▶ _TASK DESCRIPTION_: Please count the lines in the data below that hold "where" and answer with the number by itself.

▶ _PROVIDED INFORMATION_:
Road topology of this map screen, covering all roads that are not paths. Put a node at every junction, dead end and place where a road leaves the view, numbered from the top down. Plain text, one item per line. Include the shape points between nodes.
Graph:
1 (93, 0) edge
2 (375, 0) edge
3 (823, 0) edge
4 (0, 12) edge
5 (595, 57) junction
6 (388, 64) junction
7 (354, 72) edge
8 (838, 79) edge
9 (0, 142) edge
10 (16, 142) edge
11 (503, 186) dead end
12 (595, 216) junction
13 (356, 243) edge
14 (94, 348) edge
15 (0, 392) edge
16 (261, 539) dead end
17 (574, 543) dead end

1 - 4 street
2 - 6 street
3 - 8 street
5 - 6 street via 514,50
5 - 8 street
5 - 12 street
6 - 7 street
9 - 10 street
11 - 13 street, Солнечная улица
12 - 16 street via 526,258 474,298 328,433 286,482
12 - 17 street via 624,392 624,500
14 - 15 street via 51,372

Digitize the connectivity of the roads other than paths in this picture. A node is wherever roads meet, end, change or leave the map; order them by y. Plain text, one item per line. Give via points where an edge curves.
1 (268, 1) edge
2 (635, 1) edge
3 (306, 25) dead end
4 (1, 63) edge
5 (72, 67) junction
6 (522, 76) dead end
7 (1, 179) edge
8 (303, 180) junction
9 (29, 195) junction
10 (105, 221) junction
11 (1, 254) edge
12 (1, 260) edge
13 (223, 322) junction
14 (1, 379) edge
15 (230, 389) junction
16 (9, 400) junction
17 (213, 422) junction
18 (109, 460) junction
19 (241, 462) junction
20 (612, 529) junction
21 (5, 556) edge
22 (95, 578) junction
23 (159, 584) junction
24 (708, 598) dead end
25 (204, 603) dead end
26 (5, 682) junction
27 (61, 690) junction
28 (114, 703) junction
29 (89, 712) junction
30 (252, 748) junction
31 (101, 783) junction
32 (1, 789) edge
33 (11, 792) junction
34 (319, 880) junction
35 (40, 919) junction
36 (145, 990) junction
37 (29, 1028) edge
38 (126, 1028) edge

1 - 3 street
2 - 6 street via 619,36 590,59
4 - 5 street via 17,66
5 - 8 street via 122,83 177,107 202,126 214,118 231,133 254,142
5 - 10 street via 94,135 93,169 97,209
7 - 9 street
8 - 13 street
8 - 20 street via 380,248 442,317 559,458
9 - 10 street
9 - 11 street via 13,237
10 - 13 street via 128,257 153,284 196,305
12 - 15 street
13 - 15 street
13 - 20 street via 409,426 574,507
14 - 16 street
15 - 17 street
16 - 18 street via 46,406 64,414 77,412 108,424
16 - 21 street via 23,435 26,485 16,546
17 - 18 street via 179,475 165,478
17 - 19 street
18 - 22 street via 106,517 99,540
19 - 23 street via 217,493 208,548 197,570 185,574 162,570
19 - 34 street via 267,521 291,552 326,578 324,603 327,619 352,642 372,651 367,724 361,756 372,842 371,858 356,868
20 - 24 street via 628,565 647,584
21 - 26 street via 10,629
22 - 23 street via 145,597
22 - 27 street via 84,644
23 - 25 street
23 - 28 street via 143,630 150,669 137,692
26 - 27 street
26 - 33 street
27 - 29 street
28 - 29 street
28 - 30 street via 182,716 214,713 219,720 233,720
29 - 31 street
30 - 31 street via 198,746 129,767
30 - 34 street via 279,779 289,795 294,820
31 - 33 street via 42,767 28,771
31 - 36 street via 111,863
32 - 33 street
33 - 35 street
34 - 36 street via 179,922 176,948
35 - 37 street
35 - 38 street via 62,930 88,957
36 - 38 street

▶ _OUTPUT BELOW_: 2